Syllabus by the Court.

It is not erroneous to refuse to submit to a jury either of two interrogatories, an affirmative answer to one of which would necessarily be a negative answer to the other and decisive of the issue.

Erroneous rulings respecting instructions are treated as harmless, if an answer to an interrogatory and an instruction given make it apparent that the jury has specifically found a fact conclusively giving the right awarded by their verdict. There is no exclusive test of harmless error. Anything conclusively showing lack of prejudice in the trial suffices.

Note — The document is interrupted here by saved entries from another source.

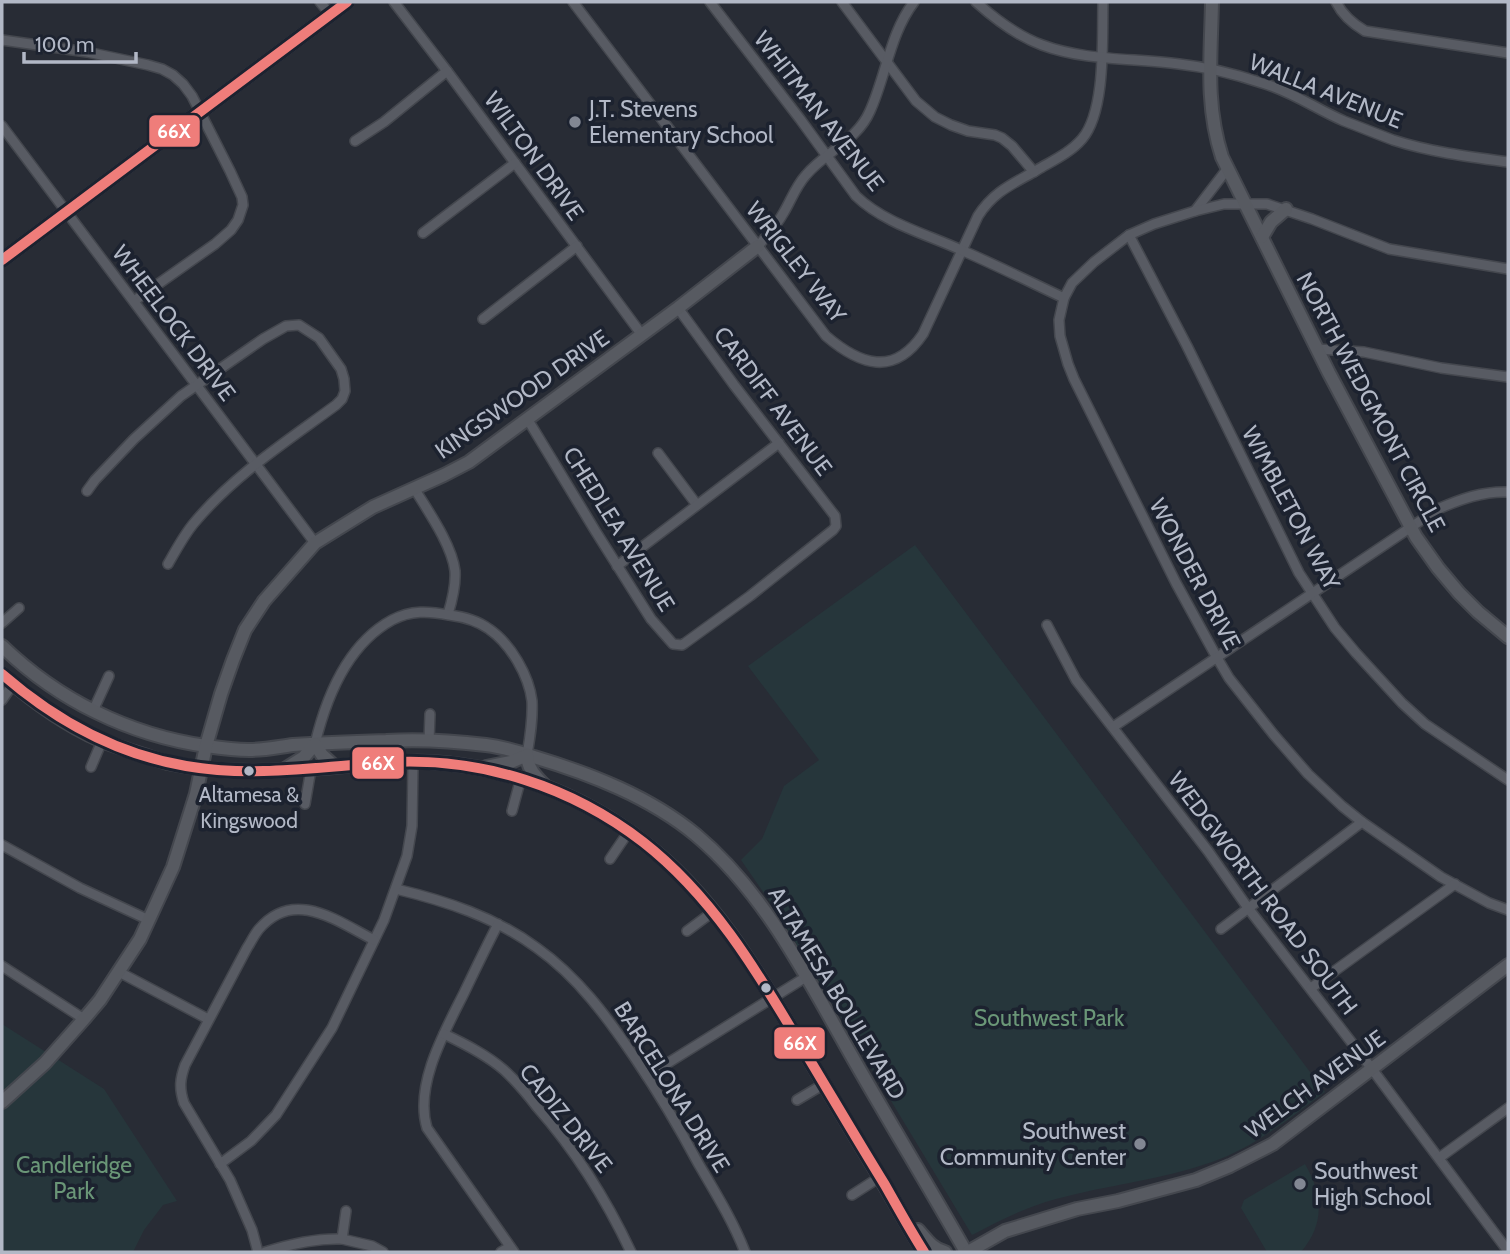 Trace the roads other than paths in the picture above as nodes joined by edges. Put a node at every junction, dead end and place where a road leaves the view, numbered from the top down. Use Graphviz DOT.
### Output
graph roads {
  1 [pos="320,2"];
  2 [pos="346,2"];
  3 [pos="394,2"];
  4 [pos="573,2"];
  5 [pos="710,2"];
  6 [pos="842,2"];
  7 [pos="914,2"];
  8 [pos="975,2"];
  9 [pos="1103,2"];
  10 [pos="1212,2"];
  11 [pos="1336,2"];
  12 [pos="330,14"];
  13 [pos="2,40"];
  14 [pos="1508,53"];
  15 [pos="1101,57"];
  16 [pos="887,62"];
  17 [pos="1210,69"];
  18 [pos="447,71"];
  19 [pos="200,112"];
  20 [pos="2,126"];
  21 [pos="355,141"];
  22 [pos="827,157"];
  23 [pos="1508,162"];
  24 [pos="515,163"];
  25 [pos="1228,168"];
  26 [pos="1034,172"];
  27 [pos="1246,203"];
  28 [pos="1286,209"];
  29 [pos="1195,211"];
  30 [pos="65,212"];
  31 [pos="423,233"];
  32 [pos="1129,235"];
  33 [pos="1262,237"];
  34 [pos="577,246"];
  35 [pos="758,246"];
  36 [pos="962,250"];
  37 [pos="2,260"];
  38 [pos="1508,268"];
  39 [pos="1064,298"];
  40 [pos="134,301"];
  41 [pos="678,308"];
  42 [pos="483,319"];
  43 [pos="642,335"];
  44 [pos="1317,348"];
  45 [pos="1508,377"];
  46 [pos="196,384"];
  47 [pos="528,420"];
  48 [pos="779,443"];
  49 [pos="658,453"];
  50 [pos="256,464"];
  51 [pos="414,488"];
  52 [pos="87,491"];
  53 [pos="1508,492"];
  54 [pos="697,505"];
  55 [pos="1410,527"];
  56 [pos="315,543"];
  57 [pos="168,564"];
  58 [pos="617,566"];
  59 [pos="1312,593"];
  60 [pos="19,608"];
  61 [pos="449,614"];
  62 [pos="2,623"];
  63 [pos="1047,625"];
  64 [pos="1508,637"];
  65 [pos="685,643"];
  66 [pos="2,646"];
  67 [pos="1216,656"];
  68 [pos="2,674"];
  69 [pos="109,676"];
  70 [pos="13,684"];
  71 [pos="53,687"];
  72 [pos="2,700"];
  73 [pos="40,705"];
  74 [pos="93,710"];
  75 [pos="430,714"];
  76 [pos="1114,727"];
  77 [pos="394,740"];
  78 [pos="102,741"];
  79 [pos="429,741"];
  80 [pos="445,742"];
  81 [pos="315,744"];
  82 [pos="206,746"];
  83 [pos="527,755"];
  84 [pos="413,763"];
  85 [pos="91,766"];
  86 [pos="335,766"];
  87 [pos="202,768"];
  88 [pos="482,768"];
  89 [pos="311,769"];
  90 [pos="283,770"];
  91 [pos="521,778"];
  92 [pos="1508,780"];
  93 [pos="546,787"];
  94 [pos="305,804"];
  95 [pos="512,811"];
  96 [pos="1362,822"];
  97 [pos="628,831"];
  98 [pos="2,845"];
  99 [pos="610,859"];
  100 [pos="1455,884"];
  101 [pos="396,890"];
  102 [pos="1248,908"];
  103 [pos="1508,910"];
  104 [pos="714,911"];
  105 [pos="149,920"];
  106 [pos="498,924"];
  107 [pos="1221,929"];
  108 [pos="687,931"];
  109 [pos="374,940"];
  110 [pos="1508,965"];
  111 [pos="2,966"];
  112 [pos="119,972"];
  113 [pos="806,977"];
  114 [pos="1311,988"];
  115 [pos="772,997"];
  116 [pos="84,1019"];
  117 [pos="208,1019"];
  118 [pos="444,1034"];
  119 [pos="1372,1069"];
  120 [pos="647,1076"];
  121 [pos="824,1084"];
  122 [pos="797,1100"];
  123 [pos="2,1102"];
  124 [pos="1508,1108"];
  125 [pos="1439,1158"];
  126 [pos="220,1164"];
  127 [pos="880,1177"];
  128 [pos="852,1195"];
  129 [pos="897,1206"];
  130 [pos="346,1211"];
  131 [pos="342,1239"];
  132 [pos="1506,1245"];
  133 [pos="509,1250"];
  134 [pos="258,1252"];
  135 [pos="265,1252"];
  136 [pos="383,1252"];
  137 [pos="631,1252"];
  138 [pos="745,1252"];
  139 [pos="924,1252"];
  140 [pos="945,1252"];
  141 [pos="967,1252"];
  1 -- 12 [label="street"];
  2 -- 12 [label="main road"];
  3 -- 18 [label="street, WILTON DRIVE"];
  4 -- 35 [label="street, WRIGLEY WAY"];
  5 -- 22 [label="street, WHITMAN AVENUE"];
  6 -- 16 [label="street"];
  7 -- 16 [label="street, KINGSWOOD DRIVE"];
  8 -- 15 [label="street, WALLA AVENUE"];
  9 -- 15 [label="street, WRIGLEY WAY"];
  10 -- 17 [label="main road, NORTH WEDGMONT CIRCLE"];
  11 -- 14 [label="street"];
  12 -- 19 [label="main road"];
  13 -- 19 [label="street"];
  15 -- 17 [label="street, WALLA AVENUE"];
  15 -- 26 [label="street, WRIGLEY WAY"];
  16 -- 22 [label="street, KINGSWOOD DRIVE"];
  16 -- 26 [label="street"];
  17 -- 23 [label="street, WALLA AVENUE"];
  17 -- 25 [label="main road, NORTH WEDGMONT CIRCLE"];
  18 -- 21 [label="street"];
  18 -- 24 [label="street, WILTON DRIVE"];
  19 -- 30 [label="main road"];
  19 -- 40 [label="street"];
  20 -- 30 [label="street, WHEELOCK DRIVE"];
  22 -- 35 [label="street, KINGSWOOD DRIVE"];
  22 -- 36 [label="street, WHITMAN AVENUE"];
  24 -- 31 [label="street"];
  24 -- 34 [label="street, WILTON DRIVE"];
  25 -- 27 [label="main road, NORTH WEDGMONT CIRCLE"];
  25 -- 29 [label="street"];
  26 -- 36 [label="street, WRIGLEY WAY"];
  27 -- 28 [label="street"];
  27 -- 29 [label="street, WONDER DRIVE"];
  27 -- 33 [label="main road, NORTH WEDGMONT CIRCLE"];
  28 -- 33 [label="main road"];
  28 -- 38 [label="street"];
  29 -- 32 [label="street, WONDER DRIVE"];
  30 -- 37 [label="main road"];
  30 -- 40 [label="street, WHEELOCK DRIVE"];
  32 -- 39 [label="street, WONDER DRIVE"];
  32 -- 59 [label="street, WIMBLETON WAY"];
  33 -- 44 [label="main road, NORTH WEDGMONT CIRCLE"];
  34 -- 42 [label="street"];
  34 -- 43 [label="street, WILTON DRIVE"];
  35 -- 36 [label="street, WRIGLEY WAY"];
  35 -- 41 [label="main road, KINGSWOOD DRIVE"];
  36 -- 39 [label="street, WHITMAN AVENUE"];
  39 -- 67 [label="street, WONDER DRIVE"];
  40 -- 46 [label="street, WHEELOCK DRIVE"];
  41 -- 43 [label="main road, KINGSWOOD DRIVE"];
  41 -- 48 [label="street, CARDIFF AVENUE"];
  43 -- 47 [label="main road, KINGSWOOD DRIVE"];
  44 -- 45 [label="street"];
  44 -- 55 [label="main road, NORTH WEDGMONT CIRCLE"];
  46 -- 50 [label="street, WHEELOCK DRIVE"];
  46 -- 50 [label="street"];
  46 -- 52 [label="street"];
  47 -- 51 [label="main road, KINGSWOOD DRIVE"];
  47 -- 58 [label="street, CHEDLEA AVENUE"];
  48 -- 54 [label="street"];
  48 -- 65 [label="street, CARDIFF AVENUE"];
  49 -- 54 [label="street"];
  50 -- 56 [label="street, WHEELOCK DRIVE"];
  50 -- 57 [label="street"];
  51 -- 56 [label="main road, KINGSWOOD DRIVE"];
  51 -- 61 [label="street"];
  53 -- 55 [label="street"];
  54 -- 58 [label="street"];
  55 -- 59 [label="street"];
  55 -- 64 [label="main road, NORTH WEDGMONT CIRCLE"];
  56 -- 82 [label="main road, KINGSWOOD DRIVE"];
  58 -- 65 [label="street, CHEDLEA AVENUE"];
  59 -- 67 [label="street"];
  59 -- 92 [label="street, WIMBLETON WAY"];
  60 -- 62 [label="street"];
  61 -- 81 [label="street"];
  61 -- 83 [label="street"];
  63 -- 76 [label="street, WEDGWORTH ROAD SOUTH"];
  66 -- 71 [label="main road, ALTAMESA BOULEVARD"];
  67 -- 76 [label="street"];
  67 -- 96 [label="street, WONDER DRIVE"];
  68 -- 70 [label="main road"];
  69 -- 74 [label="street"];
  70 -- 72 [label="street"];
  70 -- 73 [label="main road"];
  71 -- 73 [label="main road"];
  71 -- 74 [label="main road, ALTAMESA BOULEVARD"];
  73 -- 78 [label="main road"];
  74 -- 82 [label="main road, ALTAMESA BOULEVARD"];
  75 -- 79 [label="street"];
  76 -- 102 [label="street, WEDGWORTH ROAD SOUTH"];
  77 -- 79 [label="main road, ALTAMESA BOULEVARD"];
  77 -- 81 [label="main road, ALTAMESA BOULEVARD"];
  77 -- 84 [label="main road"];
  78 -- 85 [label="street"];
  78 -- 87 [label="main road"];
  79 -- 80 [label="main road, ALTAMESA BOULEVARD"];
  80 -- 83 [label="main road, ALTAMESA BOULEVARD"];
  80 -- 84 [label="main road"];
  81 -- 82 [label="main road, ALTAMESA BOULEVARD"];
  81 -- 86 [label="main road"];
  81 -- 90 [label="main road"];
  82 -- 87 [label="main road, KINGSWOOD DRIVE"];
  83 -- 88 [label="main road"];
  83 -- 93 [label="main road"];
  83 -- 113 [label="main road, ALTAMESA BOULEVARD"];
  84 -- 86 [label="main road"];
  84 -- 88 [label="main road"];
  84 -- 101 [label="street"];
  86 -- 89 [label="main road"];
  87 -- 90 [label="main road"];
  87 -- 105 [label="main road, KINGSWOOD DRIVE"];
  88 -- 91 [label="main road"];
  89 -- 90 [label="main road"];
  89 -- 94 [label="street"];
  91 -- 93 [label="main road"];
  91 -- 95 [label="street"];
  93 -- 97 [label="main road"];
  96 -- 100 [label="street, WONDER DRIVE"];
  96 -- 102 [label="street"];
  97 -- 99 [label="street"];
  97 -- 104 [label="main road"];
  98 -- 105 [label="street"];
  100 -- 103 [label="street, WONDER DRIVE"];
  100 -- 114 [label="street"];
  101 -- 106 [label="street, BARCELONA DRIVE"];
  101 -- 109 [label="street"];
  102 -- 107 [label="street"];
  102 -- 114 [label="street, WEDGWORTH ROAD SOUTH"];
  104 -- 108 [label="street"];
  104 -- 115 [label="main road"];
  105 -- 112 [label="main road, KINGSWOOD DRIVE"];
  106 -- 118 [label="street"];
  106 -- 120 [label="street, BARCELONA DRIVE"];
  109 -- 117 [label="street"];
  109 -- 126 [label="street"];
  110 -- 119 [label="main road, WELCH AVENUE"];
  111 -- 116 [label="street"];
  112 -- 116 [label="main road, KINGSWOOD DRIVE"];
  112 -- 117 [label="street"];
  113 -- 115 [label="street"];
  113 -- 141 [label="main road, ALTAMESA BOULEVARD"];
  114 -- 119 [label="street, WEDGWORTH ROAD SOUTH"];
  115 -- 120 [label="street"];
  115 -- 121 [label="main road"];
  116 -- 123 [label="main road, KINGSWOOD DRIVE"];
  117 -- 126 [label="street"];
  118 -- 133 [label="street"];
  118 -- 137 [label="street, CADIZ DRIVE"];
  119 -- 125 [label="street, WEDGWORTH ROAD SOUTH"];
  119 -- 141 [label="main road, WELCH AVENUE"];
  120 -- 138 [label="street, BARCELONA DRIVE"];
  121 -- 122 [label="street"];
  121 -- 127 [label="main road"];
  124 -- 125 [label="street"];
  125 -- 132 [label="street, WEDGWORTH ROAD SOUTH"];
  126 -- 134 [label="street"];
  127 -- 128 [label="street"];
  127 -- 129 [label="main road"];
  129 -- 139 [label="main road"];
  129 -- 140 [label="main road"];
  130 -- 131 [label="street"];
  131 -- 135 [label="street"];
  131 -- 136 [label="street"];
}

Numerical preponderance of the witnesses in favor of one party, in the trial of an issue wholly dependent upon oral evidence, does not make it the duty of the court to instruct the jury to give credence to the greater number of witnesses; and instructions to do so, "all other things being equal," or the witnesses having "equal opportunities for seeing, equal accuracy in observation and memory, and equal capacity and desire for telling the truth," are properly refused.

Error to Circuit Court, Mercer County.

Action by Mary E. Harman against the Appalachian Power Company. Judgment for plaintiff, and defendant brings error. Affirmed.

Sanders Crockett & Kee, of Bluefield, for plaintiff in error.

Robt. E. Scott, of Richmond, Va., and Russell S. Ritz, of Bluefield, for defendant in error.

POFFENBARGER J.

The judgment complained of is for damages for injuries to the plaintiff, alleged to have been occasioned by the negligence of the defendant in the operation of its street railway. She alleges and testifies that, on a certain day, after having boarded one of its cars and paid her fare, she requested the conductor thereof to stop the car and let her off at a certain church, and that after it had stopped, and while she was in the act of alighting, having one foot on the step and the other on the pavement, the car was suddenly started, in consequence whereof she was violently thrown to the pavement and her arm broken and other injuries inflicted. In this statement, she is not sustained by the testimony of any other witness, but is contradicted by several who claim to have been present on the occasion of her alleged injury. Nevertheless, the jury rendered a verdict in her favor for the sum of $500, and judgment was rendered thereon.

The assignments of error, relied upon in the argument, relate to rulings upon instructions given and refused, a request for a certain interrogatory, and the motion to set aside the verdict. Some of the instructions, as to which complaint is made, relate to the alleged contributory negligence of the plaintiff, the principal matter of defense, and others to the method by which the jury should dispose of the conflict in the testimony. The interrogatory which the court refused to propound would have required the jury to say whether the car was in motion at the time the plaintiff stepped from it. Although refusing this one, the court granted another requiring the jury to say whether it had come to a stop before she endeavored to get off.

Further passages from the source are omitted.